This paper traces the trajectories of successful commercial smallholders operating under differing sets of market institutions. Analysis focuses on maize, cotton and horticulture, three widely marketed crops with strikingly different market institutions. Maize receives intensive government input and marketing support. In contrast, cotton relies primarily on private contract farming schemes, while horticulture enjoys no large-scale institutional support from either the public or private sectors. Using a mix of quantitative and qualitative methods, the analysis aims to identify personal characteristics and institutional factors that enable smallholder transitions to high-productivity commercial agriculture. The study concludes that only a small minority of Zambian smallholder farmers succeed in transitioning to high-productivity, high-volume commercial agriculture. Only about 20% of cotton farmers and less than 5% of maize and horticulture farmers succeed as top-tier commercial growers. By tracing the long-term agricultural trajectories of successful commercial smallholders, the paper identifies two broad agricultural pathways out of poverty.
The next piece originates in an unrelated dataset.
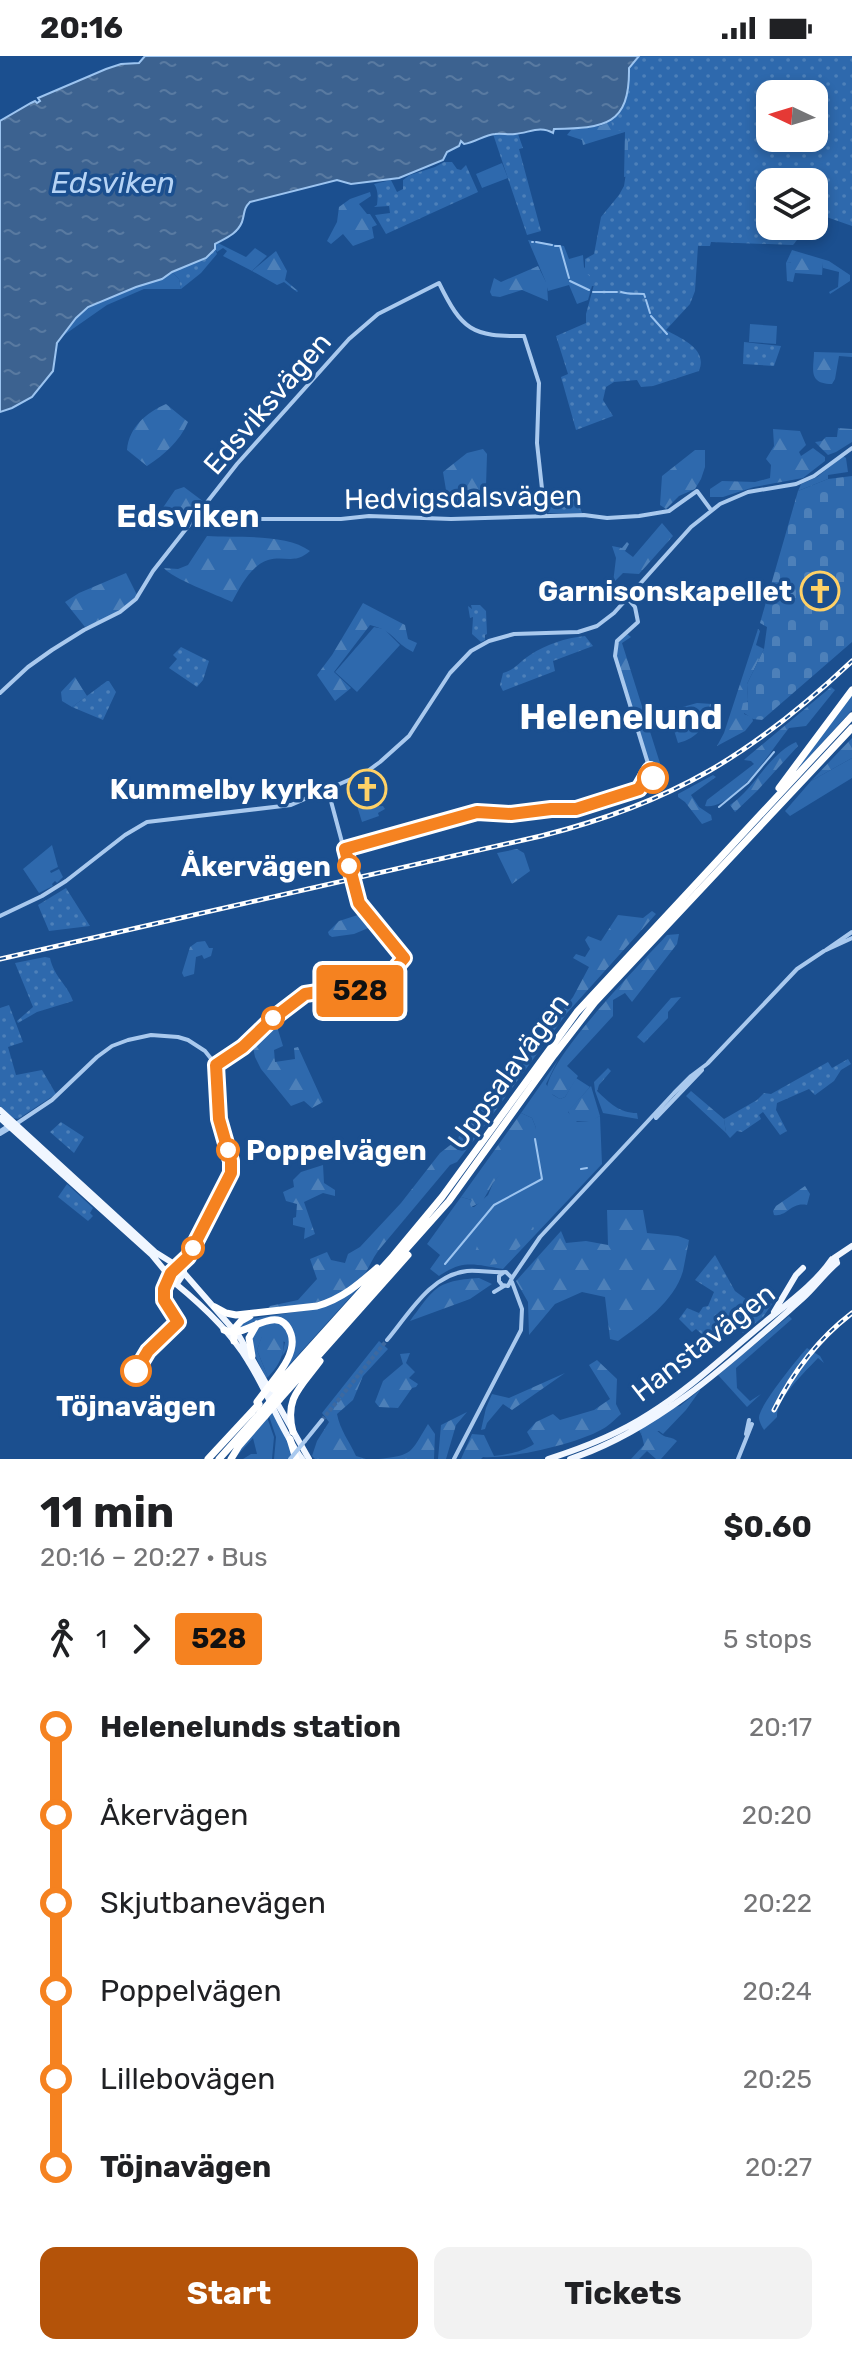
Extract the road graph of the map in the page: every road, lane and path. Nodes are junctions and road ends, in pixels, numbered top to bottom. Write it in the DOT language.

The low road, exemplified by cotton production, involves a two-generation transition via low-value but with well-structured markets. The more restrictive high road, epitomized by horticulture production, offers a steeper ascent, enabling prosperity within a single generation, but requires commensurately higher levels of financing, management and risk.

Suggested Citation

  • Chapoto, Antony & Haggblade, Steven & Hichaambwa, Munguzwe & Kabwe, Stephen & Longabaugh, Steven & Sitko, Nicholas & Tschirley, David L., 2013. "Institutional Models for Accelerating Agricultural Commercialization: Evidence from Post-Independence Zambia, 1965 to 2012," 2013 Fourth International Conference, September 22-25, 2013, Hammamet, Tunisia 160298, African Association of Agricultural Economists (AAAE).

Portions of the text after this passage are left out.